Frequently asked questions
Are your beef truly 100% grass fed?
Are you certified organic? Why not?
Our cattle pastures and animals have been maintained with organic principles in mind since the early 80's. Unfortunately, the required recordkeeping and costs to become certified can be unmanageable for many small farmers. Farmers with a certification are only inspected by the USDA once a year, but they are required to keep daily records of everything, from how often they irrigate to total hours spent weeding and much more. And the more diverse the crop and pasture, the more complicated the paperwork and ongoing costs for certification.
Does Rocky Ridge Ranch adhere to sustainable farming practices?
Yes. With rest periods between grazing, we increase the density of existing plants in our cattle pastures and allow for the re-introduction of new native plants. As a result, all of our grassland is deeply rooted, and this better root structure and thicker sod enables the landscape to catch and hold nearly all of the rain that hits it, resulting in virtually no soil erosion or flooding. Finally, this sustainable eco-system is a natural carbon recycler. The carbon our animals produce is reused by our plant life for further growth.
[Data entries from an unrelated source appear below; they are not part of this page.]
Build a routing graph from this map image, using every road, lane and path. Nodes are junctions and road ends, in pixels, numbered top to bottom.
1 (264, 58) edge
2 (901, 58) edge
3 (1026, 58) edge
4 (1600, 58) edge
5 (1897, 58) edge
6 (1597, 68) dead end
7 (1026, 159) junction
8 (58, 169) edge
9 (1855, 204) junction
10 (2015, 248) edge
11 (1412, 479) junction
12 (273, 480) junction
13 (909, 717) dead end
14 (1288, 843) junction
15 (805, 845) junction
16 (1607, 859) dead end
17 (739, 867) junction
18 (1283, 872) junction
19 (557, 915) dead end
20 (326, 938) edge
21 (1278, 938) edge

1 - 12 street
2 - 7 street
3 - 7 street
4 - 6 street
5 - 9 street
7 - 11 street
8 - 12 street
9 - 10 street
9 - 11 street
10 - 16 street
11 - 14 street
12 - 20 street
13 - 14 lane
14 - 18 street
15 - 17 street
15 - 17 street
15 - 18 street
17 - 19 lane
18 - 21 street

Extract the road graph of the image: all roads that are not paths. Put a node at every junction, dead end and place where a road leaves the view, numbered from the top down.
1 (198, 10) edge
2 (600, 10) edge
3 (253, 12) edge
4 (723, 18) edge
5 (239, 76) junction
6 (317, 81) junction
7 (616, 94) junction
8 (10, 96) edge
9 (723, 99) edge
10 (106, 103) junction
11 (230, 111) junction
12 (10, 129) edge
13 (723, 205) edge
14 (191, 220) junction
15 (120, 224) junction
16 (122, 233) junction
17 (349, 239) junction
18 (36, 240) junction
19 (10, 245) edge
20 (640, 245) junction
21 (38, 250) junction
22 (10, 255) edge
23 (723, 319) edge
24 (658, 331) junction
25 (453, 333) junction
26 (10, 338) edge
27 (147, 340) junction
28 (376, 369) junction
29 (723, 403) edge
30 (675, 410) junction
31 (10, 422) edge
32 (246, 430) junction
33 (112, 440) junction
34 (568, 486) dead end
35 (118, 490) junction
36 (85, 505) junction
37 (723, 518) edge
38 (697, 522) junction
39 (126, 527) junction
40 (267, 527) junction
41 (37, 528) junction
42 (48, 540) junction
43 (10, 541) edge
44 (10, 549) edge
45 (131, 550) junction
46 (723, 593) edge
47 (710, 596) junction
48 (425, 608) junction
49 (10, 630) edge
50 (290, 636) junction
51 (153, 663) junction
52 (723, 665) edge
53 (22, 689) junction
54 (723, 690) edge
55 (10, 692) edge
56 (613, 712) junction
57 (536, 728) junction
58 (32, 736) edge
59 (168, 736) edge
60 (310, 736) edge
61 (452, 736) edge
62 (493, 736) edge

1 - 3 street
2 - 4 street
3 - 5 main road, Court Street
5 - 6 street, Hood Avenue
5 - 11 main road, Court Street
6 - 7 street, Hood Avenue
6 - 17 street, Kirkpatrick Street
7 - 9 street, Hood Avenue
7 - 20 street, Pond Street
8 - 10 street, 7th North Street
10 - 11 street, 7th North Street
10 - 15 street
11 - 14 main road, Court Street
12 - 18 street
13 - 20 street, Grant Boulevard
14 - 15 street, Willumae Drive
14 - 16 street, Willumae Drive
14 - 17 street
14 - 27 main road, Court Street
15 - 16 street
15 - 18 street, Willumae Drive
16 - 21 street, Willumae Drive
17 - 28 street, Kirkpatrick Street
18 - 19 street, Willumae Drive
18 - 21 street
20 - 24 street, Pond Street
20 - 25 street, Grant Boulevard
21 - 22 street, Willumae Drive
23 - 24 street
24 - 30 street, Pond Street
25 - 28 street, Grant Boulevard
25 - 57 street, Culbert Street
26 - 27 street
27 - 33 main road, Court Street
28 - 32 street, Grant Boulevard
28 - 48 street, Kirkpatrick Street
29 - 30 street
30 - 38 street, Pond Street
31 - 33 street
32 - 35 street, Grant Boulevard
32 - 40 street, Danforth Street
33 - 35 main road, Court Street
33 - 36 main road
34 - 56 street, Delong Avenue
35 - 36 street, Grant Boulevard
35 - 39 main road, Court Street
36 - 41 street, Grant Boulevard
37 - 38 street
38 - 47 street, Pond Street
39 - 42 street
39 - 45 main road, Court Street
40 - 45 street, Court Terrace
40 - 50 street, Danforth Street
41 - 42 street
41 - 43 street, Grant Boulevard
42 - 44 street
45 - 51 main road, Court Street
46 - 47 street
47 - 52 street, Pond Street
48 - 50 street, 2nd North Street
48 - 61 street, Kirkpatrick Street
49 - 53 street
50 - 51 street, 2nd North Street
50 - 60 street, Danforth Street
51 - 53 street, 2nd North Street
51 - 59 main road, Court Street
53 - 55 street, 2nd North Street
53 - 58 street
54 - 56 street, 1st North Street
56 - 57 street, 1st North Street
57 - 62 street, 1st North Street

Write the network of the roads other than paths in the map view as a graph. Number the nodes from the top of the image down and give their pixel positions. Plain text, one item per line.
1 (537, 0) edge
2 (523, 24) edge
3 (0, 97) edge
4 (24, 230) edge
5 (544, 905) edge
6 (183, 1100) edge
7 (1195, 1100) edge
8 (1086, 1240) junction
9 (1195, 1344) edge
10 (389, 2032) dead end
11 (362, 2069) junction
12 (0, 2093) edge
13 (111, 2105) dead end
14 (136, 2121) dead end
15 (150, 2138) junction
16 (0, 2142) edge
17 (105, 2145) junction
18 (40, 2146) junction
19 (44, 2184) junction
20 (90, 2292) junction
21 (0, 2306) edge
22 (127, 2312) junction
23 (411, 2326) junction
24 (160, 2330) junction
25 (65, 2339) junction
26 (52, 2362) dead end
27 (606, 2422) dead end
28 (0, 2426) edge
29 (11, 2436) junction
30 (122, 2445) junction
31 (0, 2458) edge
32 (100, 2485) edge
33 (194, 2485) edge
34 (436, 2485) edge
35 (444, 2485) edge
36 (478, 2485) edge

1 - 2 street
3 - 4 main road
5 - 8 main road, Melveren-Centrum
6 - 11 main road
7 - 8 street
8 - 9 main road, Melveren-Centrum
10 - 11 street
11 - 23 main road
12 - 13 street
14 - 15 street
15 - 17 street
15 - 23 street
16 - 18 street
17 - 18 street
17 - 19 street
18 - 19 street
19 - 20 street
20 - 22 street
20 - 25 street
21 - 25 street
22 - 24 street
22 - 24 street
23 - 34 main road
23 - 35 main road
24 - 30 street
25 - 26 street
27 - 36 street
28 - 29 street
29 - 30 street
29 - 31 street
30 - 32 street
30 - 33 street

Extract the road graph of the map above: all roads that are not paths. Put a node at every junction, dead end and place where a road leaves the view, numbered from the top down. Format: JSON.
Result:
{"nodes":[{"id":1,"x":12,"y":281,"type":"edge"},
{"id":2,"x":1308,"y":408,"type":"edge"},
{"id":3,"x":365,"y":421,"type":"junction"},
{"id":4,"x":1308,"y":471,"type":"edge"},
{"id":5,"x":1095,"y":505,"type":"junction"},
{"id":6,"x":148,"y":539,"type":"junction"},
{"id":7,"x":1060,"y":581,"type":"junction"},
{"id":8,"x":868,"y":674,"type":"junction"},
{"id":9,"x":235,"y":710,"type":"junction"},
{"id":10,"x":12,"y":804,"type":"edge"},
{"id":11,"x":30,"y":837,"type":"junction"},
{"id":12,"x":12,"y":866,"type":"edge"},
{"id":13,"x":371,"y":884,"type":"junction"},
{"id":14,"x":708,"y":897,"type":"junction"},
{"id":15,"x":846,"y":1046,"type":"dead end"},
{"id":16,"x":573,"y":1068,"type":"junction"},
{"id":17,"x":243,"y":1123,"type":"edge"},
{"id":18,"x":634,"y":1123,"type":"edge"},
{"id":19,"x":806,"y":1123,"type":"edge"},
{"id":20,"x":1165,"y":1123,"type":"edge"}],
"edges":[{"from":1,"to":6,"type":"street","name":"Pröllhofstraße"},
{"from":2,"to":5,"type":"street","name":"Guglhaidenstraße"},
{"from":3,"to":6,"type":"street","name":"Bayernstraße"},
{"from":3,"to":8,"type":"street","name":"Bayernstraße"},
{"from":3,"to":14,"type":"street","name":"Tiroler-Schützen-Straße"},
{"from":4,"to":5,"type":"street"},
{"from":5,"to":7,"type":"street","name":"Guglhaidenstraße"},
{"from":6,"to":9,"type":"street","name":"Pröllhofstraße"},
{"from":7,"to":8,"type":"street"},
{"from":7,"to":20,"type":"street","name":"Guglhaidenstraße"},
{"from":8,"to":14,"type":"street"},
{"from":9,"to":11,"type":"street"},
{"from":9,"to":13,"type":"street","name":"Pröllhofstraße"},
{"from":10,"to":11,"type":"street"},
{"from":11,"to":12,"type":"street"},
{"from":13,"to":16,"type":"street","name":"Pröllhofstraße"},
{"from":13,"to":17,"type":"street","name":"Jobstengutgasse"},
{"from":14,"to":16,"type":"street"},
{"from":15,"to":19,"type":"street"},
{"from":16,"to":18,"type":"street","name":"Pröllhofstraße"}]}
Do you feed antibiotics or hormones?
No, none of our animals are fed antibiotics or growth hormones throughout the course of their lives.
Are the cattle finished with grain?
Never. From the moment our animals are weaned from their mothers, they consume high quality forage for the rest of their lives. Not only is grain-finish counter to the values of grass-fed farming, but a change to a starchy grain diet can undo omega 6:3 ratios and CLA values in 30 days.
What do cattle eat in the winter?
The onset of winter doesn’t mean the end of grazing for our animals. There is still stock piled forage that they consume until it is harvested or snow is an issue. When snow makes grazing impossible, we feed our animals our own Alfalfa, Peas, Oats, Beardless Barley, and Winter Hay all grown on our land.
What is CLA?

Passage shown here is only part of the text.